→ **Task description**: Look through the data below and return each line where "ถนนราษฏร" appears.

═════ Supplied records ═════

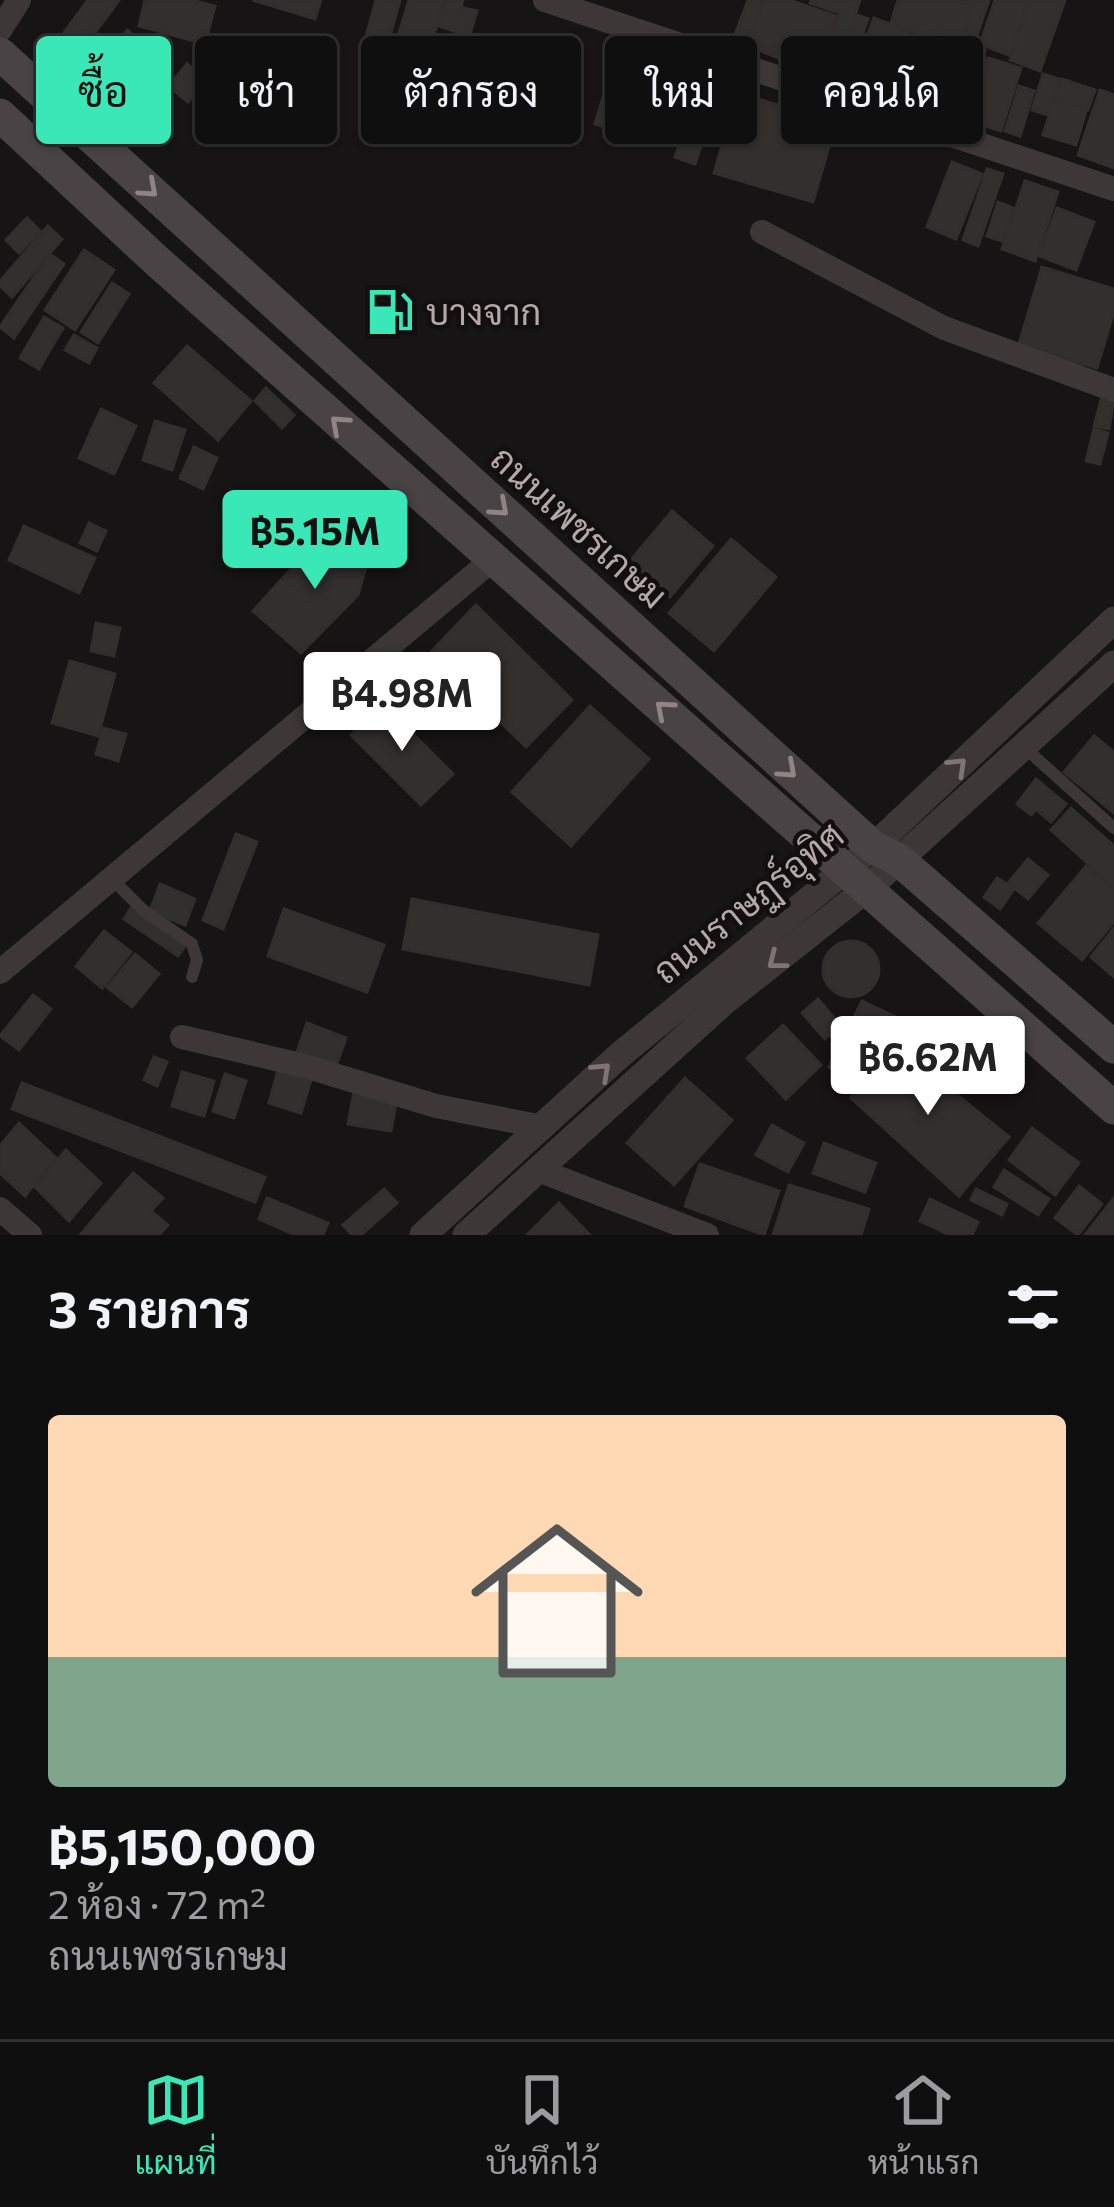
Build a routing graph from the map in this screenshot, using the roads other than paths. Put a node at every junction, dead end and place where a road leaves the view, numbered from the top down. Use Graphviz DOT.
graph roads {
  1 [pos="19,0"];
  2 [pos="545,0"];
  3 [pos="0,31"];
  4 [pos="0,54"];
  5 [pos="0,115"];
  6 [pos="1114,189"];
  7 [pos="762,232"];
  8 [pos="1114,390"];
  9 [pos="492,560"];
  10 [pos="1114,620"];
  11 [pos="1114,664"];
  12 [pos="1024,747"];
  13 [pos="1114,828"];
  14 [pos="872,866"];
  15 [pos="111,878"];
  16 [pos="0,972"];
  17 [pos="192,977"];
  18 [pos="182,1037"];
  19 [pos="1114,1047"];
  20 [pos="1114,1108"];
  21 [pos="543,1127"];
  22 [pos="538,1170"];
  23 [pos="0,1209"];
  24 [pos="30,1235"];
  25 [pos="423,1235"];
  26 [pos="466,1235"];
  27 [pos="707,1235"];
  1 -- 3 [label="street"];
  2 -- 6 [label="street"];
  4 -- 14 [label="main road, ถนนเพชรเกษม, one-way"];
  9 -- 5 [label="main road, ถนนเพชรเกษม, one-way"];
  7 -- 8 [label="street"];
  14 -- 9 [label="main road, ถนนเพชรเกษม, one-way"];
  9 -- 15 [label="street"];
  14 -- 10 [label="street, ถนนราษฏร์อุทิศ, one-way"];
  11 -- 12 [label="street"];
  12 -- 13 [label="lane"];
  12 -- 14 [label="street"];
  14 -- 19 [label="main road, ถนนเพชรเกษม"];
  14 -- 20 [label="main road, ถนนเพชรเกษม"];
  21 -- 14 [label="street, ถนนราษฏร์อุทิศ, one-way"];
  14 -- 22 [label="street, one-way"];
  15 -- 16 [label="street"];
  15 -- 17 [label="lane"];
  18 -- 21 [label="street"];
  21 -- 25 [label="street, ถนนราษฏร์อุทิศ"];
  22 -- 26 [label="street"];
  22 -- 27 [label="street"];
  23 -- 24 [label="street"];
}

═════

→ **Task output**:
  14 -- 10 [label="street, ถนนราษฏร์อุทิศ, one-way"];
  21 -- 14 [label="street, ถนนราษฏร์อุทิศ, one-way"];
  21 -- 25 [label="street, ถนนราษฏร์อุทิศ"];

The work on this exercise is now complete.